Os automatismos e a reforma íntima
Cristiane Beira

Quantas vezes lamentamos: Por que agi daquela forma?! O que deu em mim?! Não era bem isso que gostaria de ter feito ou falado. Quem já não viveu a experiência de sentir que algo dentro de si é mais forte que a vontade de pôr em prática os planos elaborados mentalmente? Planejamos uma coisa e fazemos outra.
Chamamos essas reações que parecem involuntárias de automatismos. É uma força que toma conta de nós e nos leva a dizer ou agir de forma adversa ao que gostaríamos conscientemente. Funcionamos como um mecanismo pré-programado que, ao receber certos estímulos, imediata e automaticamente, responde de maneira determinada. A esse fenômeno, a Psicologia Junguiana deu o nome de ativação de complexos.
Os complexos são experiências com forte carga emocional, registradas em nosso inconsciente que, ao serem ativadas, assumem a consciência, tomando o lugar do ego. Por isso muitas vezes nos sentimos fora de nós mesmos, o que de fato aconteceu, se pensarmos em nós mesmos como sendo o ego.
São nossas sombras interiores, onde estão arquivados os complexos, que nos levam a tomar decisões não baseados no amor fraternal, no bem comum ou nas virtudes cristãs, como muitas vezes planejamos, mas em mecanismos de autodefesa, de necessidade de provar nosso valor e de busca de interesses pessoais.
E, quando um complexo constela, todo um pacote emocional é ativado e as reações costumam ser proporcionais. Há pessoas que atacam, gritam, xingam, brigam. Outras se deprimem, choram, sentem-se vítimas. E há, ainda, aqueles que se vingam, de forma estratégica e calculista. Isso é ser ser humano, ao menos no estágio evolutivo no qual nos encontramos.

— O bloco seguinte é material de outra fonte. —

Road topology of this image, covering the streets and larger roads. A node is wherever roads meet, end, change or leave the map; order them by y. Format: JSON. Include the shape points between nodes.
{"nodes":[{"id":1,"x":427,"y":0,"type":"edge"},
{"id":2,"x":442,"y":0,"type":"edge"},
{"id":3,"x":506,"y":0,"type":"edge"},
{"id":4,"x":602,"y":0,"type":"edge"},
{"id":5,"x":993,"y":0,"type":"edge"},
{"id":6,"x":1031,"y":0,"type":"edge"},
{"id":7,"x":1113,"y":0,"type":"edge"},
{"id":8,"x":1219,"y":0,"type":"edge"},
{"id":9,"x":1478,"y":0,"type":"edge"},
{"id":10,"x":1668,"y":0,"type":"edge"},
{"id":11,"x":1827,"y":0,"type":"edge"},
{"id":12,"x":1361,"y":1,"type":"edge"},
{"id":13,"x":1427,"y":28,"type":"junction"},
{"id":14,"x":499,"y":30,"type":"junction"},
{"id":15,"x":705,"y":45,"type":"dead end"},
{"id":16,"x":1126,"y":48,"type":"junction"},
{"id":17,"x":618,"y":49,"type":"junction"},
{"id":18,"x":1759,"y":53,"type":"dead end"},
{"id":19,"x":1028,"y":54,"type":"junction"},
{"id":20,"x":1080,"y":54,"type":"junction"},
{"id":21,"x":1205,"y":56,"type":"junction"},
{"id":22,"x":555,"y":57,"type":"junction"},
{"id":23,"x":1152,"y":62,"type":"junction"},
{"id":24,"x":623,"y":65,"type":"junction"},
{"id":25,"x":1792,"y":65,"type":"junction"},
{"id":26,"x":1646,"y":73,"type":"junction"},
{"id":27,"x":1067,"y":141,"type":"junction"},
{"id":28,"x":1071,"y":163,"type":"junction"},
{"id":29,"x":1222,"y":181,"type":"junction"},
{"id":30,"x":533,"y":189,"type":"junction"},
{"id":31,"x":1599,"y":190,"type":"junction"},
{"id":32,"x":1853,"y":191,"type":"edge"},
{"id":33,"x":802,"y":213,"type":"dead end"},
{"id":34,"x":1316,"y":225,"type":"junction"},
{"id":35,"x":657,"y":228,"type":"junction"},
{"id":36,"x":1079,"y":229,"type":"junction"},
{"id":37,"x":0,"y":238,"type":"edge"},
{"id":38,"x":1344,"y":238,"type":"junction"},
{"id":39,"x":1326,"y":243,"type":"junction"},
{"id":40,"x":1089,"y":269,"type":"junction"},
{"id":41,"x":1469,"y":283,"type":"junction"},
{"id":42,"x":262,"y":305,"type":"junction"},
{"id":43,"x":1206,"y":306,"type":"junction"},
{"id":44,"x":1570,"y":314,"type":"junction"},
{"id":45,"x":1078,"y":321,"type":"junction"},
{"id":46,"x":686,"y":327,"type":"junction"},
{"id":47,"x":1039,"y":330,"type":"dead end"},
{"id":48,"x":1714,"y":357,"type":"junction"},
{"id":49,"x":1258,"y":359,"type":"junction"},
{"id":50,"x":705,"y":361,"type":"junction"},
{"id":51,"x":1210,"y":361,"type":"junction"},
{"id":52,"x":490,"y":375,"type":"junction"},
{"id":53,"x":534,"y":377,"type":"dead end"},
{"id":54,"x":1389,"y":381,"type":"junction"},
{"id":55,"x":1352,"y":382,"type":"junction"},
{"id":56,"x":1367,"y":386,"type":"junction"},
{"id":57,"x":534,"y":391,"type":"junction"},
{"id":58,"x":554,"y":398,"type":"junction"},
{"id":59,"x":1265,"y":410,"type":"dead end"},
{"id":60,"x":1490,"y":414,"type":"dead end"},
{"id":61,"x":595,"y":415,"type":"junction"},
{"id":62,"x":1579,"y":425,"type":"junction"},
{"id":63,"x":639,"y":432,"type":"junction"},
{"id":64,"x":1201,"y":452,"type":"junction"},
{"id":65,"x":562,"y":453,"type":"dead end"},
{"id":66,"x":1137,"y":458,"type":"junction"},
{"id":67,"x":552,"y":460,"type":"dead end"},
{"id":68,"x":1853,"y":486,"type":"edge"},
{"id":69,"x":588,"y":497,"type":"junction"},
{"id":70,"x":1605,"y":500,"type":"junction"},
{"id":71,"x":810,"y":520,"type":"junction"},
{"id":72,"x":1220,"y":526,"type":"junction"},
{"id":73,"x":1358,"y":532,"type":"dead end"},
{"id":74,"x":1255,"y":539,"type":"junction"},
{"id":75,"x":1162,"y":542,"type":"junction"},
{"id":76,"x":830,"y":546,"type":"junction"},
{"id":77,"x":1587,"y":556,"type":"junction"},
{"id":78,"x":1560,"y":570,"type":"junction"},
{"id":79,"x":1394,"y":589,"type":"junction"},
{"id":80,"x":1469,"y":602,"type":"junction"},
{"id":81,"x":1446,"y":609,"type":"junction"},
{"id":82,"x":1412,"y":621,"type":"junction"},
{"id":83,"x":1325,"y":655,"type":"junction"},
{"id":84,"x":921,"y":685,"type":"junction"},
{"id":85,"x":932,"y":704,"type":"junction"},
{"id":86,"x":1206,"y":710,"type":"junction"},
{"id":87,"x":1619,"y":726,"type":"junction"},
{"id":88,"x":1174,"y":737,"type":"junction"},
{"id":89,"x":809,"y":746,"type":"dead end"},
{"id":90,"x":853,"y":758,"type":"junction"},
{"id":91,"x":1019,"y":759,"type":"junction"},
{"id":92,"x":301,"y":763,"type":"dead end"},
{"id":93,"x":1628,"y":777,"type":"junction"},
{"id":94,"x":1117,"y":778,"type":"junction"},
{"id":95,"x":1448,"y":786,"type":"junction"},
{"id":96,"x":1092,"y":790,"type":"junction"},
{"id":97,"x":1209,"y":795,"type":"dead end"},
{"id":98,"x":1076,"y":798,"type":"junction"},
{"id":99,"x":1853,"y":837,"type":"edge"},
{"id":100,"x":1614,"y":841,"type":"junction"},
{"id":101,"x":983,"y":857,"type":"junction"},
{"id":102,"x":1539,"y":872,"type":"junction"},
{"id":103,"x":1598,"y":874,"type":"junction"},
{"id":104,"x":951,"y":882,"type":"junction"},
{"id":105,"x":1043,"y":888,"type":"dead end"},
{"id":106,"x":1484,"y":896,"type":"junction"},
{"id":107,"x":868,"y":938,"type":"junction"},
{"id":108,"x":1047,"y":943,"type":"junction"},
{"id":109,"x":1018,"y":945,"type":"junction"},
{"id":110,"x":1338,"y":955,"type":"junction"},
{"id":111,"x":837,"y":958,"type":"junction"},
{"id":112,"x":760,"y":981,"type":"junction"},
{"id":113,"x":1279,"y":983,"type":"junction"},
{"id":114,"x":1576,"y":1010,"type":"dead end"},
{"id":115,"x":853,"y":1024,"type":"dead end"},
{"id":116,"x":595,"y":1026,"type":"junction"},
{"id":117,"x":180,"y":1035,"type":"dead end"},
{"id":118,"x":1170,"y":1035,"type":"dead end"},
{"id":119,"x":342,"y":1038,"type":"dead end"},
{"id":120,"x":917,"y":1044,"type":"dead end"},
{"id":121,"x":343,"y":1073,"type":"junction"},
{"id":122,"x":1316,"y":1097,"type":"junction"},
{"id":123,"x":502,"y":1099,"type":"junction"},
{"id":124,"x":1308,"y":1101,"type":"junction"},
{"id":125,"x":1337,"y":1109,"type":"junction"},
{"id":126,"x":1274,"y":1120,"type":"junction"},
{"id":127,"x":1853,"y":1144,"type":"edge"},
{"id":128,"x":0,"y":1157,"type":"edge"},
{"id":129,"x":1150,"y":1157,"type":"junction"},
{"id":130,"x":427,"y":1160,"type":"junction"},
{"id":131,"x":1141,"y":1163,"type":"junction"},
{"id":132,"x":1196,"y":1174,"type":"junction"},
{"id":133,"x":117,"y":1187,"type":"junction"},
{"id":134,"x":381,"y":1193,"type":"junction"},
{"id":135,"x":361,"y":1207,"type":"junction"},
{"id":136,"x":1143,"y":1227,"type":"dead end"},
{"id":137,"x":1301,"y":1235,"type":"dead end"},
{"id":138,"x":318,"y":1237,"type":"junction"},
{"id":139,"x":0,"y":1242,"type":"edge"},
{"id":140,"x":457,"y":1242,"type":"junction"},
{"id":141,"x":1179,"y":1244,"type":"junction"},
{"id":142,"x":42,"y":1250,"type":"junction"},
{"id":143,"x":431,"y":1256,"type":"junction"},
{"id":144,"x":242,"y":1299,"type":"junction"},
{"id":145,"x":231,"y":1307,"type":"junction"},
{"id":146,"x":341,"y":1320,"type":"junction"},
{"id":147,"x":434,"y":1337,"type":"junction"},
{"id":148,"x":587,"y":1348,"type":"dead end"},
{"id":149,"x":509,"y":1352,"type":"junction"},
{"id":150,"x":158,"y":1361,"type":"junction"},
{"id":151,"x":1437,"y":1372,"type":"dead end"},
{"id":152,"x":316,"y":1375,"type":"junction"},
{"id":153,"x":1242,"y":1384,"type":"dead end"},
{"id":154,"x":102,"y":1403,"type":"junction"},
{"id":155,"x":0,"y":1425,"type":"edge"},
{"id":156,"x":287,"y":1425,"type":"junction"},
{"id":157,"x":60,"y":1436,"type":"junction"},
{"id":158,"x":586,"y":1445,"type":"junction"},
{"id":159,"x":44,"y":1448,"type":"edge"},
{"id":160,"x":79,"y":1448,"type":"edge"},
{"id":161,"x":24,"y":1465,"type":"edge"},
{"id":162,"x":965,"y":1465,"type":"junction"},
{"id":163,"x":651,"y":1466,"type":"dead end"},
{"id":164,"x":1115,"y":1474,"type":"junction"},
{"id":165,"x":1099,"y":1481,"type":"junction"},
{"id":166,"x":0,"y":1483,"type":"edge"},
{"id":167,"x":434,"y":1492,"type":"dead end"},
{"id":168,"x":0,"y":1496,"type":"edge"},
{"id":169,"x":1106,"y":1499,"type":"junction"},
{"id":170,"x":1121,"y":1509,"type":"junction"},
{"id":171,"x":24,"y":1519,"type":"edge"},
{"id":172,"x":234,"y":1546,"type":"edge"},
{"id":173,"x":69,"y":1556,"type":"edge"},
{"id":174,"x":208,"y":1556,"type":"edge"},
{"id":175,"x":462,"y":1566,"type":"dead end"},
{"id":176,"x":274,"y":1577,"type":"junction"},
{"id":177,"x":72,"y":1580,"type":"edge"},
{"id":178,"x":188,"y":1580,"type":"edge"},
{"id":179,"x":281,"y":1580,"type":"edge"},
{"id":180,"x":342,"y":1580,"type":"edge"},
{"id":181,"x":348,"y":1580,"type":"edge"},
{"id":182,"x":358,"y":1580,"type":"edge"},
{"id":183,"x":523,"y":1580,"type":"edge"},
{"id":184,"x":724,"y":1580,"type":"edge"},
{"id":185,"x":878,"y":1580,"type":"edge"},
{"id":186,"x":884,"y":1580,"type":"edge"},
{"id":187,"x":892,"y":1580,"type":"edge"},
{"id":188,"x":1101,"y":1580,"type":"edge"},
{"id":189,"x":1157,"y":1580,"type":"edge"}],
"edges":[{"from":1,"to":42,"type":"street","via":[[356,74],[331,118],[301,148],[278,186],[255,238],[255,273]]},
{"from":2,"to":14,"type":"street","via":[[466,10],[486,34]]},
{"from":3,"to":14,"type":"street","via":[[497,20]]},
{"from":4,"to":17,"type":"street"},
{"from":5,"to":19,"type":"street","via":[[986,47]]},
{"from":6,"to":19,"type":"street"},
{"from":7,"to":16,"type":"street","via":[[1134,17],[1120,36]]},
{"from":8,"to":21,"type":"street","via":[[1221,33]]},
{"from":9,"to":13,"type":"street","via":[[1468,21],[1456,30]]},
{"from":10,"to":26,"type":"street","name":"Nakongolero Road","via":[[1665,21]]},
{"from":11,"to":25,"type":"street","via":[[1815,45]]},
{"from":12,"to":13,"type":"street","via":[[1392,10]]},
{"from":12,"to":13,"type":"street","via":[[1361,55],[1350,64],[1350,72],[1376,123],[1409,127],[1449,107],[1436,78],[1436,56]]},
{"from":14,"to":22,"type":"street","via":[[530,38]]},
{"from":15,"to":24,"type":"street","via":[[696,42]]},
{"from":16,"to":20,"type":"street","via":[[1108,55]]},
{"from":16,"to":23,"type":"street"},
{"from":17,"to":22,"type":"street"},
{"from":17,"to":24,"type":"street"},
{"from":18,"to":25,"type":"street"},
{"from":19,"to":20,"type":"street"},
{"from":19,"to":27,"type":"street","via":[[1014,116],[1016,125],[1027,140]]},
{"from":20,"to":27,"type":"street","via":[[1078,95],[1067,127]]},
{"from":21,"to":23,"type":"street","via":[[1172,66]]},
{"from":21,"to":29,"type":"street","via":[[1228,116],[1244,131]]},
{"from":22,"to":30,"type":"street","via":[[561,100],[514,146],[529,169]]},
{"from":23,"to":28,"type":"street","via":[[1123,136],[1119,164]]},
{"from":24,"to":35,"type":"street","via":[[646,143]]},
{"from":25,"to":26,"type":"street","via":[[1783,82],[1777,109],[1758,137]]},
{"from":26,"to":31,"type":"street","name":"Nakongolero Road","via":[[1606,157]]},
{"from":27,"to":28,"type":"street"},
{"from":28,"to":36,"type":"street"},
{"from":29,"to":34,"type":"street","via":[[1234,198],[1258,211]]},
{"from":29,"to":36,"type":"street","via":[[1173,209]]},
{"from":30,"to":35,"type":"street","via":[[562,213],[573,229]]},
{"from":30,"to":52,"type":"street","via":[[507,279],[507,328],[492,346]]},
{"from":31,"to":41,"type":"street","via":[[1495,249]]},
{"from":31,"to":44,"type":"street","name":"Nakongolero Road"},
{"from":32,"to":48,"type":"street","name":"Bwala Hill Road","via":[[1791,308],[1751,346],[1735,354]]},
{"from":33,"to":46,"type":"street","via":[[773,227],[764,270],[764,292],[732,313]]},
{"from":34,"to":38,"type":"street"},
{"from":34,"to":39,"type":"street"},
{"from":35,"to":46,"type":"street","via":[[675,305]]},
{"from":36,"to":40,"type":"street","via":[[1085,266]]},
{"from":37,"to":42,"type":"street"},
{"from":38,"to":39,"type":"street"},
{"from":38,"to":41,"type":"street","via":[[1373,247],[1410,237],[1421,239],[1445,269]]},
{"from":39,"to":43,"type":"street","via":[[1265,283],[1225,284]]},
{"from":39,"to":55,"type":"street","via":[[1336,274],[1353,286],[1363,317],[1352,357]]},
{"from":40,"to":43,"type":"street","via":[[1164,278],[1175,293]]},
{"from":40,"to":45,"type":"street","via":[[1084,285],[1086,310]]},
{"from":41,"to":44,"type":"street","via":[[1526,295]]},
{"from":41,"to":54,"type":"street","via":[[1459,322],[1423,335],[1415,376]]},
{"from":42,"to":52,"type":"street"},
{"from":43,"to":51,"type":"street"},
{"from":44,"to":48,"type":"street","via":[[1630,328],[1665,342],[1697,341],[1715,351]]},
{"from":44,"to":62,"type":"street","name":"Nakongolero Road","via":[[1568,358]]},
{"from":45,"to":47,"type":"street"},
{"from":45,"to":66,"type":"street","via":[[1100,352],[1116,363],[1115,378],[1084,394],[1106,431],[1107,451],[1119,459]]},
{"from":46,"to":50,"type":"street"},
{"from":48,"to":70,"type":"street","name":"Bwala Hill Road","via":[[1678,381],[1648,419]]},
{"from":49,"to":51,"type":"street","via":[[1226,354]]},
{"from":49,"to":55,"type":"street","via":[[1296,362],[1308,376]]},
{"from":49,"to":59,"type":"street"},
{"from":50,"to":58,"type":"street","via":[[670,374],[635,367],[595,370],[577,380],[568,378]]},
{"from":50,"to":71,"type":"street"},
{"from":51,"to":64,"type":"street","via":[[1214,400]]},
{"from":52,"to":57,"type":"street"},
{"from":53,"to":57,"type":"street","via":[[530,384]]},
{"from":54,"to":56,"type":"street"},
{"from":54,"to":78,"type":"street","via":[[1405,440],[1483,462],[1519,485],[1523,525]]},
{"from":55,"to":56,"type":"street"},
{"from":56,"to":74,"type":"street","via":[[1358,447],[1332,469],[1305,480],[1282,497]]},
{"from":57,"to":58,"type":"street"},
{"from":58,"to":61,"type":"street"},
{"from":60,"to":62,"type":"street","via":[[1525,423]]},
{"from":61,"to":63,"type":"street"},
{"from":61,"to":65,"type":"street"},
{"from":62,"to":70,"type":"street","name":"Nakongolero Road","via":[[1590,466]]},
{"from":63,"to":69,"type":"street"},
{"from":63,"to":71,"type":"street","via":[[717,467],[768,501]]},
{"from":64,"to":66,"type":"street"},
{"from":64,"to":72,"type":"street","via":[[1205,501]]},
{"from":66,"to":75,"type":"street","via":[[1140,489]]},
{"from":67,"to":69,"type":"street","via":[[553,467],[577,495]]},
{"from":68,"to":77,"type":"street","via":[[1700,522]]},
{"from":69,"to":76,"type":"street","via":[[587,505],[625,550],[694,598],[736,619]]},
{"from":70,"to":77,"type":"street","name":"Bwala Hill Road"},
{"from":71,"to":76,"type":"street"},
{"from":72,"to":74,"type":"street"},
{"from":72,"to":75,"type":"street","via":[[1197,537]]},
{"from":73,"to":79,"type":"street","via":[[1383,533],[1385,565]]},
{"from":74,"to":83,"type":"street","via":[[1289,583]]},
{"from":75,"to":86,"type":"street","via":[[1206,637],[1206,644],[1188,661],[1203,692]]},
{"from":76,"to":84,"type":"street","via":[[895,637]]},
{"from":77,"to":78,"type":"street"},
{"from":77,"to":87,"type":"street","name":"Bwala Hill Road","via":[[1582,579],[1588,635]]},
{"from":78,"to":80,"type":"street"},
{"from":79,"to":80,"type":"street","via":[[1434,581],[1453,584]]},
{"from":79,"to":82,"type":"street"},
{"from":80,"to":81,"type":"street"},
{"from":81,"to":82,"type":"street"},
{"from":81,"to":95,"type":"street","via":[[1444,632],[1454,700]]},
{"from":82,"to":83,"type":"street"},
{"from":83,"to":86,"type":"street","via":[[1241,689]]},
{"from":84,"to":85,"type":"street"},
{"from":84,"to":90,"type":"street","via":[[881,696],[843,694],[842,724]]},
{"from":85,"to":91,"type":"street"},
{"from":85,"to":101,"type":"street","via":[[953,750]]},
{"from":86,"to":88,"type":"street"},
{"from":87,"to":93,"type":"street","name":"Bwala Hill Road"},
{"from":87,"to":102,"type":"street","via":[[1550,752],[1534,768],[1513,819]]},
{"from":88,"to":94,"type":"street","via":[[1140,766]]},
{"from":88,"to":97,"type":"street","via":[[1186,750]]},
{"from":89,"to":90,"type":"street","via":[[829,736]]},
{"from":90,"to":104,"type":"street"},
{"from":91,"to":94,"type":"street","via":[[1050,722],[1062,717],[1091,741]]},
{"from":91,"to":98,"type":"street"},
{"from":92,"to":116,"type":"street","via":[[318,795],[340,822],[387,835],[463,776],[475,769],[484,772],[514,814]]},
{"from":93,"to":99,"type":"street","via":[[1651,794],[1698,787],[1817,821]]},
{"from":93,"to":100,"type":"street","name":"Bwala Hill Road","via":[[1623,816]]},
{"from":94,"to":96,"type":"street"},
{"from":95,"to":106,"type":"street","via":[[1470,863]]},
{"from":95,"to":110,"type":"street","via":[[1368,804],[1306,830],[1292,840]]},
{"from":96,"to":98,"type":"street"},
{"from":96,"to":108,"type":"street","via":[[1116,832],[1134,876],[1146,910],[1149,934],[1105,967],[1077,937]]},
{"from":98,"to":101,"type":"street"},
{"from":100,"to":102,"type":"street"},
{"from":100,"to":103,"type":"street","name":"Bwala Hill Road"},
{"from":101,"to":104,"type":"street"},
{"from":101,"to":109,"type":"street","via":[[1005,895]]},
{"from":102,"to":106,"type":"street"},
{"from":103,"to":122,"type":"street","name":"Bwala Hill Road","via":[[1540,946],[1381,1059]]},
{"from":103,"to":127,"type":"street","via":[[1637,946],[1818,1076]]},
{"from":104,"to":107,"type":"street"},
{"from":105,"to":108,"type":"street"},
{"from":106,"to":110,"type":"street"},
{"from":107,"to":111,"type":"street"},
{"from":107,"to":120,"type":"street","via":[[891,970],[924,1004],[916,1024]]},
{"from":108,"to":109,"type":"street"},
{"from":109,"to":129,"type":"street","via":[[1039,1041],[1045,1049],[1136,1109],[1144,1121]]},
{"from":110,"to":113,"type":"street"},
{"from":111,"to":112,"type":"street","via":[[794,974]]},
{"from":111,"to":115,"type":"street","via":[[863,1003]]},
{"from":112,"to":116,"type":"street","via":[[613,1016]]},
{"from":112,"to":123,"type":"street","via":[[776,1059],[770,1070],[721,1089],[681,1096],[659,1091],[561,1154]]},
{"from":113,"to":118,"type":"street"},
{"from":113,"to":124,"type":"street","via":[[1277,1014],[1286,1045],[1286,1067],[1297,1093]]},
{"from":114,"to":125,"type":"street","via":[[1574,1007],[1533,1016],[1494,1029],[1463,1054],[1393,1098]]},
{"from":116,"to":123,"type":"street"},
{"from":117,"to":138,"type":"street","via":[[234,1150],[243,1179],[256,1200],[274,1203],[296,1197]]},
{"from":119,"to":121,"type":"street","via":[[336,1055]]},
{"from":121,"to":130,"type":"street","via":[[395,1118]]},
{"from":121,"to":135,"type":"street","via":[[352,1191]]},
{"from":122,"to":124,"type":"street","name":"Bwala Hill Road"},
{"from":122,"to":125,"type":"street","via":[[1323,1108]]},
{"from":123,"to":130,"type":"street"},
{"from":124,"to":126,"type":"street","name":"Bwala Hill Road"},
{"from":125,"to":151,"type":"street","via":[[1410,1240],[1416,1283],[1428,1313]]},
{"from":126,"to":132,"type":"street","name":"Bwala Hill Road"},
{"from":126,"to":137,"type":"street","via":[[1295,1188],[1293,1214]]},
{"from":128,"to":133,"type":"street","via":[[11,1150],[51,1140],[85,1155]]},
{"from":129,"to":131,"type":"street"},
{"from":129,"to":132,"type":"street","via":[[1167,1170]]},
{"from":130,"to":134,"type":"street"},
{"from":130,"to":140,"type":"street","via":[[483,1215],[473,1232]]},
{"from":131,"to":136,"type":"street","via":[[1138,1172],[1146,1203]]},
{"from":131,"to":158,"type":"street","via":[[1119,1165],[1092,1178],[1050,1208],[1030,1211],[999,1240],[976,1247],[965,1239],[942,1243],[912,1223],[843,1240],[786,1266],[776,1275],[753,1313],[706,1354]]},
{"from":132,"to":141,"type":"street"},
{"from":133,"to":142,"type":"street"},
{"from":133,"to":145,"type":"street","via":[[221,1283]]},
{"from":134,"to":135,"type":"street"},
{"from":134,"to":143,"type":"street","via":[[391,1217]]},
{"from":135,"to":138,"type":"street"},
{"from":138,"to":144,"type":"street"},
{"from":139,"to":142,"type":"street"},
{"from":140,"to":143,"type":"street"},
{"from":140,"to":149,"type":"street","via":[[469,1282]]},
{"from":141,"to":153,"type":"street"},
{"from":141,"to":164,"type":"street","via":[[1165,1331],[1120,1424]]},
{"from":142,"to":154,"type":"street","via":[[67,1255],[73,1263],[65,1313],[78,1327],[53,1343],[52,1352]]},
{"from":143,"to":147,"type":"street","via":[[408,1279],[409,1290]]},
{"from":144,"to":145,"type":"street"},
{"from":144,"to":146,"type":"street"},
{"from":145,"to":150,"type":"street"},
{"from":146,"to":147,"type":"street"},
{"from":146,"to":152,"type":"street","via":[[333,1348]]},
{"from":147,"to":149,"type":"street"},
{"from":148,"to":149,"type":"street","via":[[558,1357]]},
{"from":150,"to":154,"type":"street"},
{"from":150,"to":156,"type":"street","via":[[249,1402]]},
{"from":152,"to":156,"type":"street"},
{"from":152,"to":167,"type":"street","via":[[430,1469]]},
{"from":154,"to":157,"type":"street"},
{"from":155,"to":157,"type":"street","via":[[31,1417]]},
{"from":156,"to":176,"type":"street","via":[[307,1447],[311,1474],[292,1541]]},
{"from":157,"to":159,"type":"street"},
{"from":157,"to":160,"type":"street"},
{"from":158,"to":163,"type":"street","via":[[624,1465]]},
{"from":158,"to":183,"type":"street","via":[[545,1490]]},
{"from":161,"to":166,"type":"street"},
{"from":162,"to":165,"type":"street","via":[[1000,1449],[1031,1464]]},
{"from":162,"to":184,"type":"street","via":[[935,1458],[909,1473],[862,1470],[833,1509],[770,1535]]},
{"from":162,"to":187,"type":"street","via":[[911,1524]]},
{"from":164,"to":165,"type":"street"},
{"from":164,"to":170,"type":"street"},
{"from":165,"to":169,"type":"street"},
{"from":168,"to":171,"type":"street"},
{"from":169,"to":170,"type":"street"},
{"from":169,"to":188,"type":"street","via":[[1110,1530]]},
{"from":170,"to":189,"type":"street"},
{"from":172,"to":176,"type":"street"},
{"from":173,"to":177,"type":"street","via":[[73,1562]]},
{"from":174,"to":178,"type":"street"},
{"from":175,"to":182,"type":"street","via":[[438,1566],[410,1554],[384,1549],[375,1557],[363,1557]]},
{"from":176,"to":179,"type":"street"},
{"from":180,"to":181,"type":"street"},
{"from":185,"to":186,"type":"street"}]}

O apóstolo Paulo, em seu processo de autoconhecimento, constatou a existência dessa estruturação psicológica, quando afirmou: Pois não faço o bem que quero, mas o mal que não quero, esse pratico. (Rm, 7:19)
Assim sendo, conscientes da existência desse engenhoso fenômeno psicológico, parece inteligente de nossa parte uma atenção redobrada. A sugestão evangélica Vigiai e orai (Mt, 26:41) vale tanto para o mundo de fora, pois que devemos nos precaver das ocorrências exteriores, quanto para o mundo interno, acautelando-nos diante de nossos pensamentos, sentimentos e automatismos psicológicos.
O maior problema, no entanto, não está no automatismo em si, ou seja, em reagir de uma ou de outra maneira, mas em negar que isso aconteça, rejeitando o fato de que estejamos sob efeito de um complexo e justificando nosso comportamento, pois essa atitude colabora para o fortalecimento do automatismo.
Quando, portanto, estamos conscientes de nossa reação, assumindo a responsabilidade por nossas atitudes, estudando nossos sentimentos, avaliando alternativas e procurando compreender qual complexo está sendo ativado, então diluímos a força daquele pacote operante, que passa a ser desconstruído ou integrado.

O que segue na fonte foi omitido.